Copyright 2009, Elsevier Science


Ziller EC; Anderson NJ; Coburn AF. Access to rural mental health services: Service use and out-of-pocket costs. Journal of Rural Health 26(3): 214-224, 2010. (28 refs.)

Purpose: To examine rural-urban differences in the use of mental health services (mental health and substance abuse office visits, and mental health prescriptions) and in the out-of-pocket costs paid for these services. Methods: The pooled 2003 and 2004 Medical Expenditure Panel Surveys were used to assess differences in mental health service use by rural and urban residence and average per person mental health expenditures by payer and by service type. Findings: Study findings reveal a complicated pattern of greater need among rural than urban adults for mental health services, lower rural office-based mental health use and higher rural prescription use, and no rural-urban differences in total or out-of-pocket expenditures for mental health services.

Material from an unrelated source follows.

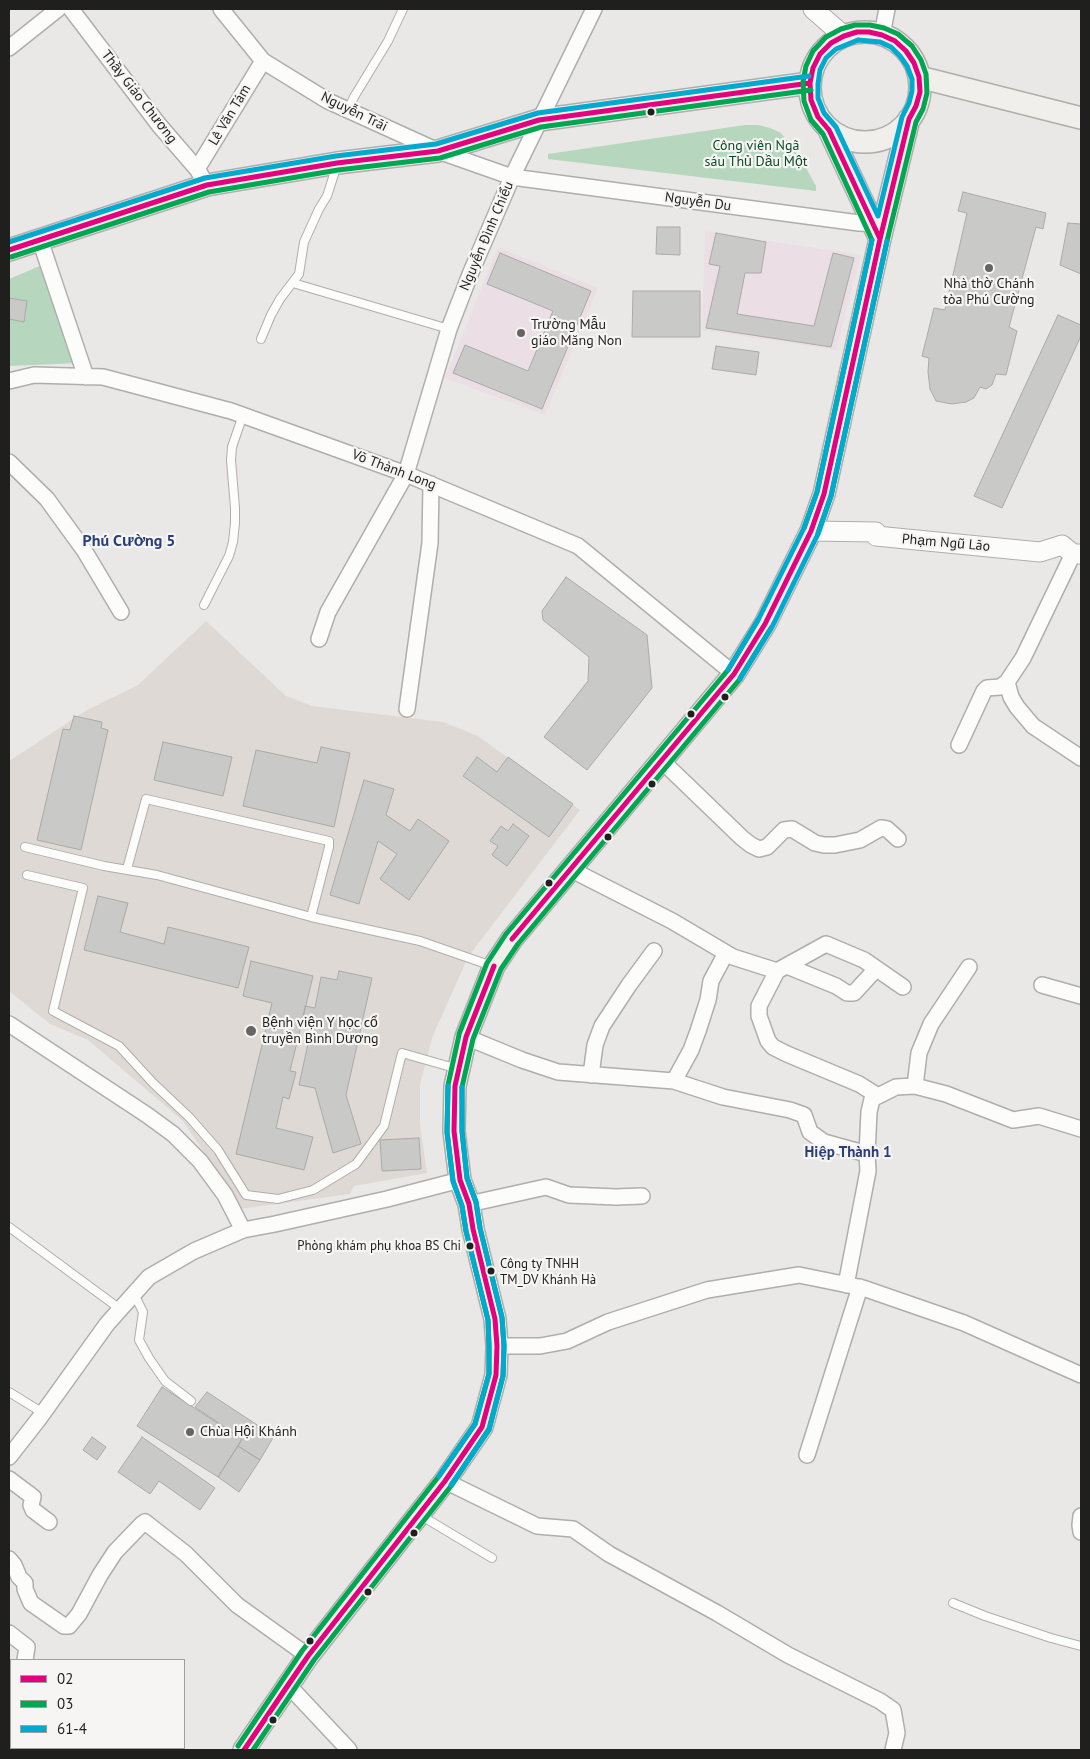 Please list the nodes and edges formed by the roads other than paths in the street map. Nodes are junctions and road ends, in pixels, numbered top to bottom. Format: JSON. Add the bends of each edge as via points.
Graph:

Conclusions: These findings raise questions about the appropriateness and quality of mental health services being delivered to rural residents. Lower mental health spending among rural residents is likely explained by lower use of psychotherapy and other office-based services, but it may also be related to these services being delivered by lower-cost providers in rural areas. Findings suggest that an approach focusing on reducing underinsurance for all health services among rural residents may help to reduce unmet mental health needs among the rural privately insured.

Copyright 2010, Wiley-Blackwell


Zuvekas SH; Meyerhoefer CD. State variations in the out-of-pocket spending burden for outpatient mental health treatment. Health Affairs 28(3): 713-722, 2009. (19 refs.)

We examine the potential of mental health/substance abuse (MH/SA) parity laws to reduce the out-of-pocket spending burden for outpatient treatment at the state level by exploring cross-state variations and their causes, as well as the provisions of MH/SA parity laws. We find modest (yet important) variation in out-of-pocket burden across states overall, but -- because prescription medications account for two-thirds of out-of-pocket spending and are generally beyond the scope of recently enacted federal parity laws -- evidence suggests that those laws will do little to reduce the observed burden or its variation. Other policy measures, designed to expand and improve health insurance coverage or reduce racial/ethnic disparities, could have a more profound impact.